Но если вдуматься, то такова природа всякого феномена человеческого мира. Только такая реальность и существует для человека, в человеке и через человека. Здесь любое образование янусоподобно, только это не два собственных (тождественных себе) лица, а одно свое, другое иного — и только благодаря этому существует в человеческом мире смысл. Ибо смысл существует в ситуации отнесения, когда нечто наличное отсылает к тому, что здесь и сейчас не налично, но есть, о чем и свидетельствует смысл.

Тогда обратим внимание — есть, бытийствует в человеческом мире только смысл, т. е. то, что несет в себе смысл. Вещь или действие, не имеющие смысла, не отсылающие к чему-то выходящему за их непосредственную наличность, не являются частью нашей действительности. Наша реальность, то, где мы живем, что для нас есть, наше бытие — это всегда смысл. Поэтому для Хайдеггера язык — это голос бытия, поэтому для Делеза все редуцируется к смыслу как к универсальной стихии, в которой все дается и все дано, для Деррида всякий смысл — это след, даже тогда, когда никто его не оставляет, для Витгенштейна значения и смыслы рождаются в непрерывных языковых играх, для Мамардашвили исторический (человеческий) мир является миром рождений, в котором также всякое видимое содержание укоренено в невидимых, но влияющих на наше видение содержания, условиях. Если это так, а это действительно так, ибо такова наша реальная жизнь, тогда это всегда реальность вИдения и реальность видЕния. И для человека становится актуальной проблема различения вИдения и видЕния, проблема определения, где он видит мир, а где он имеет дело с видениями мира.

Здесь-то и местится проблема медиа и их отношения с реальностью.

Медиа в широком смысле — среда, опосредующая взаимоотношение (взаимопонимания) человека и мира его существования, а также взаимоотношение одного индивида и другого. И хотя кажется, что в обоих случаях действия медиа не различаются — и там, и там они посредничают, но на самом деле их роль в этих двух сферах существенно различается. Различие это проявляется в том, как видится отношение медиа и реальности, или насколько медиа истинны (насколько медиа пронизаны истиной, которая есть голос реальности). В первом случае, когда медиа среда опосредует отношение человека и мира, медиа и есть та реальность, в которой человек себя мыслит и находит, медиа уже несут в себе свою истину сами. Во втором случае средства общения и организации взаимоотношений и диалога между людьми выступают условиями установления отношений и только тогда создают реальность диалога или взаимоотношения (т. е. реального взаимопонимания людей, их действительного соединения в некую единую реальность — группа, сообщество и т. п.), когда участниками отношения выявлены истины средств общения, истины медиа, когда нет обмана в общении. То есть успешность выполнения своего предназначения — создать среду понимания, стать средством организации совместной среды — зависит от того, содержат ли медиа в себе истину.
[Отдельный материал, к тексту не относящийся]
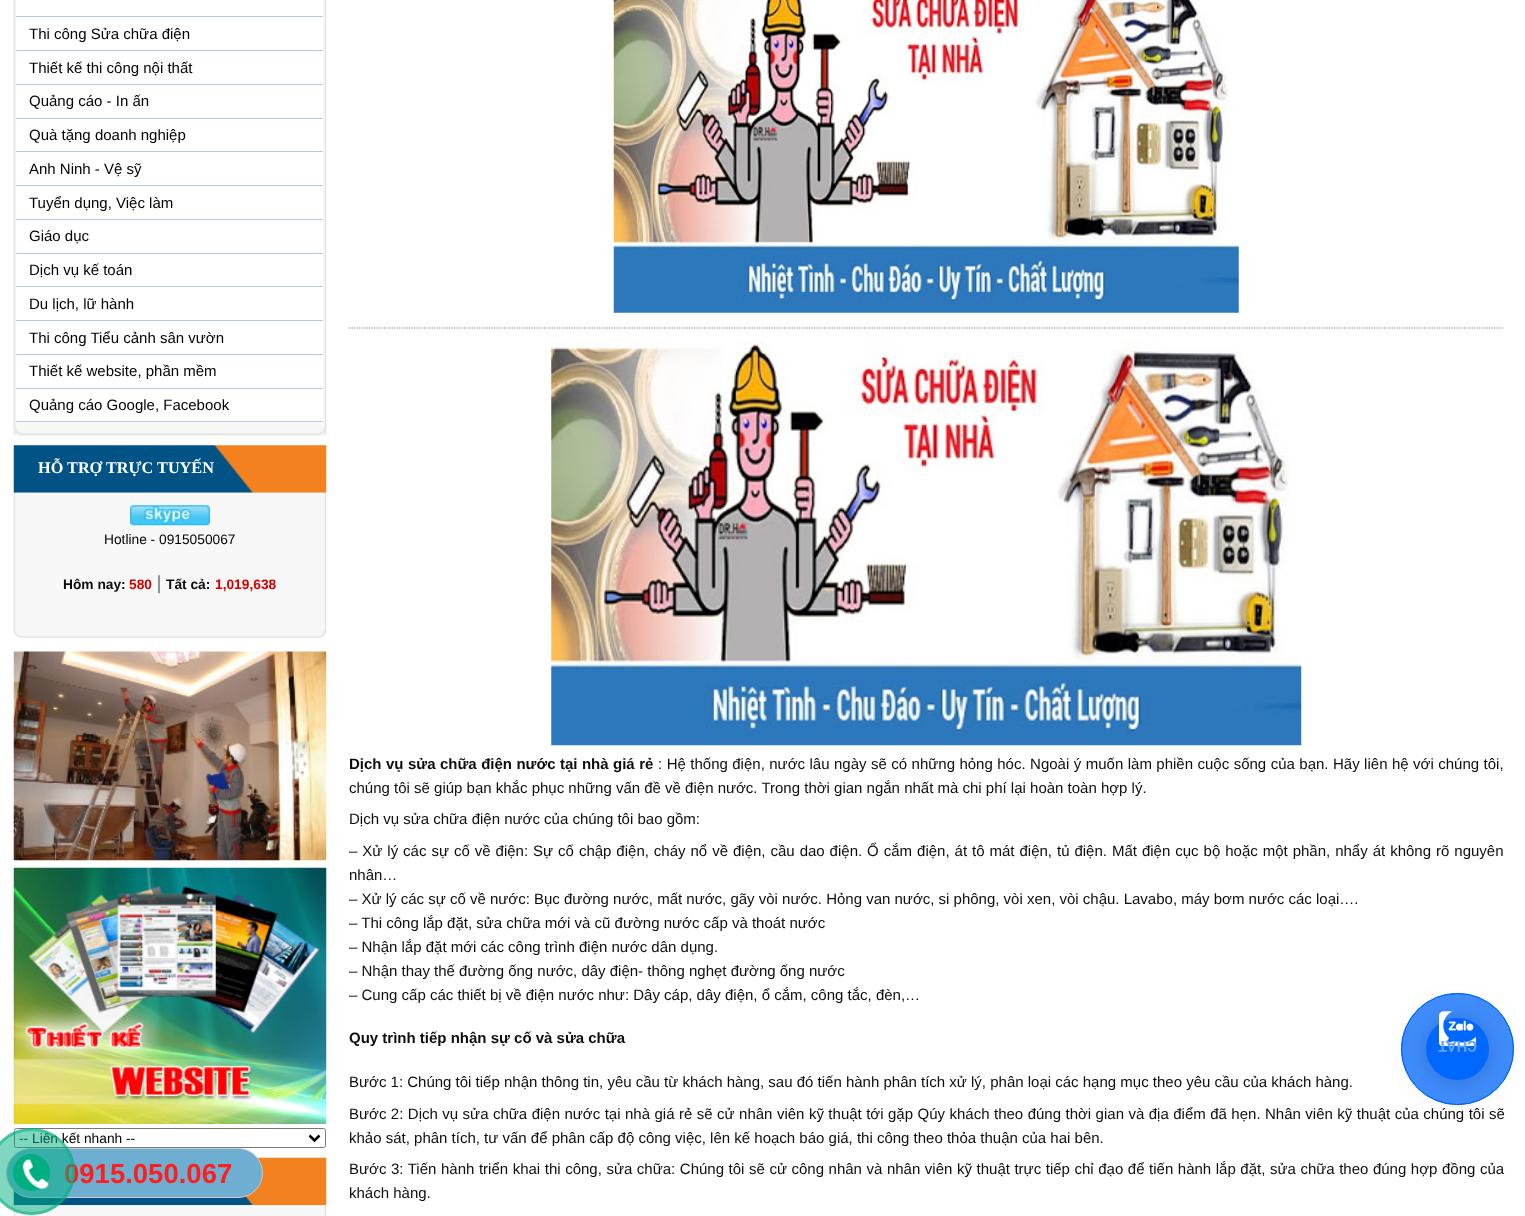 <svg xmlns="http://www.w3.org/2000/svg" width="1525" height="1216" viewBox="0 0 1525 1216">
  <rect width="100%" height="100%" fill="rgb(255,255,255)"/>
  <image x="13" y="0" width="314" height="423" href="pic1.png"/>
  <rect x="16" y="0" width="307" height="423" fill="rgb(255,255,255)"/>
  <rect x="16" y="16" width="307" height="1" fill="rgb(174,202,230)"/>
  <rect x="16" y="50" width="307" height="1" fill="rgb(174,202,230)"/>
  <text x="29" y="39" font-family="Liberation Sans" font-size="15" fill="rgb(0,0,0)">Thi công Sửa chữa điện</text>
  <rect x="16" y="84" width="307" height="1" fill="rgb(174,202,230)"/>
  <text x="29" y="73" font-family="Liberation Sans" font-size="15" fill="rgb(0,0,0)">Thiết kế thi công nội thất</text>
  <rect x="16" y="118" width="307" height="1" fill="rgb(174,202,230)"/>
  <text x="29" y="106" font-family="Liberation Sans" font-size="15" fill="rgb(0,0,0)">Quảng cáo - In ấn</text>
  <rect x="16" y="151" width="307" height="1" fill="rgb(174,202,230)"/>
  <text x="29" y="140" font-family="Liberation Sans" font-size="15" fill="rgb(0,0,0)">Quà tặng doanh nghiệp</text>
  <rect x="16" y="185" width="307" height="1" fill="rgb(174,202,230)"/>
  <text x="29" y="174" font-family="Liberation Sans" font-size="15" fill="rgb(0,0,0)">Anh Ninh - Vệ sỹ</text>
  <rect x="16" y="219" width="307" height="1" fill="rgb(174,202,230)"/>
  <text x="29" y="208" font-family="Liberation Sans" font-size="15" fill="rgb(0,0,0)">Tuyển dụng, Việc làm</text>
  <rect x="16" y="253" width="307" height="1" fill="rgb(174,202,230)"/>
  <text x="29" y="241" font-family="Liberation Sans" font-size="15" fill="rgb(0,0,0)">Giáo dục</text>
  <rect x="16" y="286" width="307" height="1" fill="rgb(174,202,230)"/>
  <text x="29" y="275" font-family="Liberation Sans" font-size="15" fill="rgb(0,0,0)">Dịch vụ kế toán</text>
  <rect x="16" y="320" width="307" height="1" fill="rgb(174,202,230)"/>
  <text x="29" y="309" font-family="Liberation Sans" font-size="15" fill="rgb(0,0,0)">Du lịch, lữ hành</text>
  <rect x="16" y="354" width="307" height="1" fill="rgb(174,202,230)"/>
  <text x="29" y="343" font-family="Liberation Sans" font-size="15" fill="rgb(0,0,0)">Thi công Tiểu cảnh sân vườn</text>
  <rect x="16" y="388" width="307" height="1" fill="rgb(174,202,230)"/>
  <text x="29" y="376" font-family="Liberation Sans" font-size="15" fill="rgb(0,0,0)">Thiết kế website, phần mềm</text>
  <rect x="16" y="421" width="307" height="1" fill="rgb(174,202,230)"/>
  <text x="29" y="410" font-family="Liberation Sans" font-size="15" fill="rgb(0,0,0)">Quảng cáo Google, Facebook</text>
  <image x="13" y="423" width="314" height="13" href="pic2.png"/>
  <image x="13" y="423" width="314" height="13" href="pic3.png"/>
  <image x="13" y="445" width="314" height="48" href="pic4.png"/>
  <text x="38" y="473" font-family="Liberation Serif" font-size="16.25" font-weight="bold" fill="rgb(255,255,255)">HỖ TRỢ TRỰC TUYẾN</text>
  <image x="13" y="492" width="314" height="136" href="pic5.png"/>
  <image x="130" y="505" width="80" height="21" href="pic6.png"/>
  <text x="104" y="544" font-family="Liberation Sans" font-size="13.75" fill="rgb(0,0,0)">Hotline - 0915050067</text>
  <text x="63" y="589" font-family="Liberation Sans" font-size="13.75" font-weight="bold" fill="rgb(13,13,13)">Hôm nay:</text>
  <text x="129" y="589" font-family="Liberation Sans" font-size="13.75" font-weight="bold" fill="rgb(211,0,0)">580</text>
  <text x="157" y="589" font-family="Liberation Serif" font-size="20" fill="rgb(51,51,51)">|</text>
  <text x="166" y="589" font-family="Liberation Sans" font-size="13.75" font-weight="bold" fill="rgb(13,13,13)">Tất cả:</text>
  <text x="215" y="589" font-family="Liberation Sans" font-size="13.75" font-weight="bold" fill="rgb(211,0,0)">1,019,638</text>
  <image x="13" y="628" width="314" height="10" href="pic7.png"/>
  <image x="13" y="651" width="314" height="210" href="pic8.png"/>
  <image x="13" y="867" width="314" height="257" href="pic9.png"/>
  <rect x="14.5" y="1128.5" width="311" height="19" rx="2" fill="none" stroke="rgb(118,118,118)"/>
  <path d="M309.5 1135.5L314.5 1140.5L319.5 1135.5" fill="none" stroke="rgb(0,0,0)" stroke-width="2.5"/>
  <text x="19" y="1143" font-family="Liberation Sans" font-size="13.75" fill="rgb(0,0,0)">-- Liên kết nhanh --</text>
  <image x="13" y="1157" width="314" height="49" href="pic10.png"/>
  <image x="13" y="1205" width="314" height="11" href="pic11.png"/>
  <image x="613" y="0" width="626" height="313" href="pic12.png"/>
  <path d="M349 328H1504" fill="none" stroke="rgb(133,133,133)" stroke-width="1.2" stroke-dasharray="1.25 1.25"/>
  <image x="551" y="341" width="751" height="405" href="pic13.png"/>
  <text x="349" y="769" word-spacing="0.3" font-family="Liberation Sans" font-size="15" font-weight="bold" fill="rgb(13,13,13)">Dịch vụ sửa chữa điện nước tại nhà giá rẻ</text>
  <g font-family="Liberation Sans" font-size="15" fill="rgb(13,13,13)">
    <text x="658" y="769" word-spacing="0.3">: Hệ thống điện, nước lâu ngày sẽ có những hỏng hóc. Ngoài ý muốn làm phiền cuộc sống của bạn. Hãy liên hệ với chúng tôi,</text>
    <text x="349" y="793">chúng tôi sẽ giúp bạn khắc phục những vấn đề về điện nước. Trong thời gian ngắn nhất mà chi phí lại hoàn toàn hợp lý.</text>
    <text x="349" y="824">Dịch vụ sửa chữa điện nước của chúng tôi bao gồm:</text>
    <text>
      <tspan x="349" y="856" word-spacing="0.8">– Xử lý các sự cố về điện: Sự cố chập điện, cháy nổ về điện, cầu dao điện. Ổ cắm điện, át tô mát điện, tủ điện. Mất điện cục bộ hoặc một phần, nhẩy át không rõ nguyên</tspan>
      <tspan x="349" y="880">nhân…</tspan>
      <tspan x="349" y="904">– Xử lý các sự cố về nước: Bục đường nước, mất nước, gãy vòi nước. Hỏng van nước, si phông, vòi xen, vòi chậu. Lavabo, máy bơm nước các loại….</tspan>
      <tspan x="349" y="928">– Thi công lắp đặt, sửa chữa mới và cũ đường nước cấp và thoát nước</tspan>
      <tspan x="349" y="952">– Nhận lắp đặt mới các công trình điện nước dân dụng.</tspan>
      <tspan x="349" y="976">– Nhận thay thế đường ống nước, dây điện- thông nghẹt đường ống nước</tspan>
      <tspan x="349" y="1000">– Cung cấp các thiết bị về điện nước như: Dây cáp, dây điện, ổ cắm, công tắc, đèn,…</tspan>
    </text>
  </g>
  <text x="349" y="1043" font-family="Liberation Sans" font-size="15" font-weight="bold" fill="rgb(13,13,13)">Quy trình tiếp nhận sự cố và sửa chữa</text>
  <g font-family="Liberation Sans" font-size="15" fill="rgb(13,13,13)">
    <text x="349" y="1087">Bước 1: Chúng tôi tiếp nhận thông tin, yêu cầu từ khách hàng, sau đó tiến hành phân tích xử lý, phân loại các hạng mục theo yêu cầu của khách hàng.</text>
    <text>
      <tspan x="349" y="1119" word-spacing="0.3">Bước 2: Dịch vụ sửa chữa điện nước tại nhà giá rẻ sẽ cử nhân viên kỹ thuật tới gặp Qúy khách theo đúng thời gian và địa điểm đã hẹn. Nhân viên kỹ thuật của chúng tôi sẽ</tspan>
      <tspan x="349" y="1143">khảo sát, phân tích, tư vấn để phân cấp độ công việc, lên kế hoạch báo giá, thi công theo thỏa thuận của hai bên.</tspan>
    </text>
    <text>
      <tspan x="349" y="1174" word-spacing="0.4">Bước 3: Tiến hành triển khai thi công, sửa chữa: Chúng tôi sẽ cử công nhân và nhân viên kỹ thuật trực tiếp chỉ đạo để tiến hành lắp đặt, sửa chữa theo đúng hợp đồng của</tspan>
      <tspan x="349" y="1198">khách hàng.</tspan>
    </text>
  </g>
  <rect x="1401.5" y="993.5" width="112" height="111" rx="55.5" fill="rgb(128,180,255)" stroke="rgb(0,104,255)"/>
  <rect x="1401.5" y="993.5" width="112" height="111" rx="55.5" fill="rgba(0,104,255,0.5)" stroke="rgb(0,104,255)"/>
  <rect x="1426" y="1020" width="63" height="63" rx="31.5" fill="rgba(0,0,0,0.16)" filter="blur(20px)"/>
  <rect x="1426" y="1019" width="63" height="62" rx="31" fill="rgba(0,0,0,0.06)" filter="blur(4px)"/>
  <rect x="1426" y="1018" width="63" height="62" rx="31" fill="rgb(0,104,255)"/>
  <image x="1439" y="1011" width="37" height="35" href="pic14.png"/>
  <text x="1477" y="1041" transform="rotate(180 1477 1041)" font-family="Roboto" font-size="15" font-weight="bold" fill="rgb(98,162,255)">CHAT</text>
  <rect x="6.5" y="1148.5" width="256" height="49" rx="24.5" fill="rgb(110,174,209)" stroke="rgb(204,204,204)"/>
  <text x="64" y="1183" font-family="Liberation Sans" font-size="27.5" font-weight="bold" fill="rgb(255,30,30)">0915.050.067</text>
  <circle cx="31.5" cy="1171.5" r="43.5" fill="rgba(0,175,129,0.5)"/>
  <circle cx="31.5" cy="1171.5" r="42" fill="none" stroke="rgba(0,175,129,0.5)" stroke-width="3"/>
  <circle cx="31.5" cy="1172.5" r="18.5" fill="rgb(0,175,129)"/>
  <image x="22" y="1159" width="27" height="30" href="pic15.png"/>
</svg>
Теперь вопрос: а что такое истина медиа?

Истина медиа прямо и непосредственно связана со способностью форм (средств) носителей и передачи смысла организовывать реальное поведение людей. Слово несет истину не потому, что оно правильно или неправильно обозначает предмет или ситуацию, а потому, что оно способно этот предмет или ситуацию провоцировать, вызвать к действительности, утвердить в реальности. В этом случае истина трактуется не в ее аристотелевском понимании как соответствие высказывания действительности, в ее хайдеггеровском толковании: «Сущность истины открывается как свобода. Свобода есть экзистентное, высвобождающее допущение бытия сущего»[1]. Истина есть утвержденная действительность, истина медиального средства есть та действительность, которую данное средство допустило до бытия. А. Ф. Лосев, посвятивший философии имени немало страниц, пишет:  «Имя вещи есть сама вещь. Это не звуки, а огромная духовная сила… Природа имени магична в самом последнем своем существе. Магия — сила слова… Имя есть магически-мифический символ»[2]. В конце концов, это же утверждает М. Маклюэн, выдвигая, на первый взгляд, шокирующую формулу: «Средство сообщения есть сообщение», понимая под сообщением и его содержанием «то изменение масштаба, скорости или формы, которые привносятся им в человеческие дела»[3].

М. Маклюэн толкует медиа слишком широко, включая в эту сферу всё, что создает внешнее расширение человека, по сути дела объявляет медиа все материальные средства, используемые человеком для предъявления и передачи смысла. Причем он различает то сообщение, которое несет то или иное средство передачи информации, и то сообщение, которое имеет само это средство. Первый тип сообщений многообразен, например, каждый конкретный печатный текст несет свое сообщение, а книгопечатание как таковое порождает особый мир культуры и цивилизации — «галактику Гуттенберга», и это есть сообщение печатного станка, здесь свое содержание, которое выражено в реальном содержании жизни людей эпохи книжной культуры. Различение М. Маклюэном двух типов сообщений, каждое из которых имеет свое содержание и истину, мне представляется справедливым и плодотворным.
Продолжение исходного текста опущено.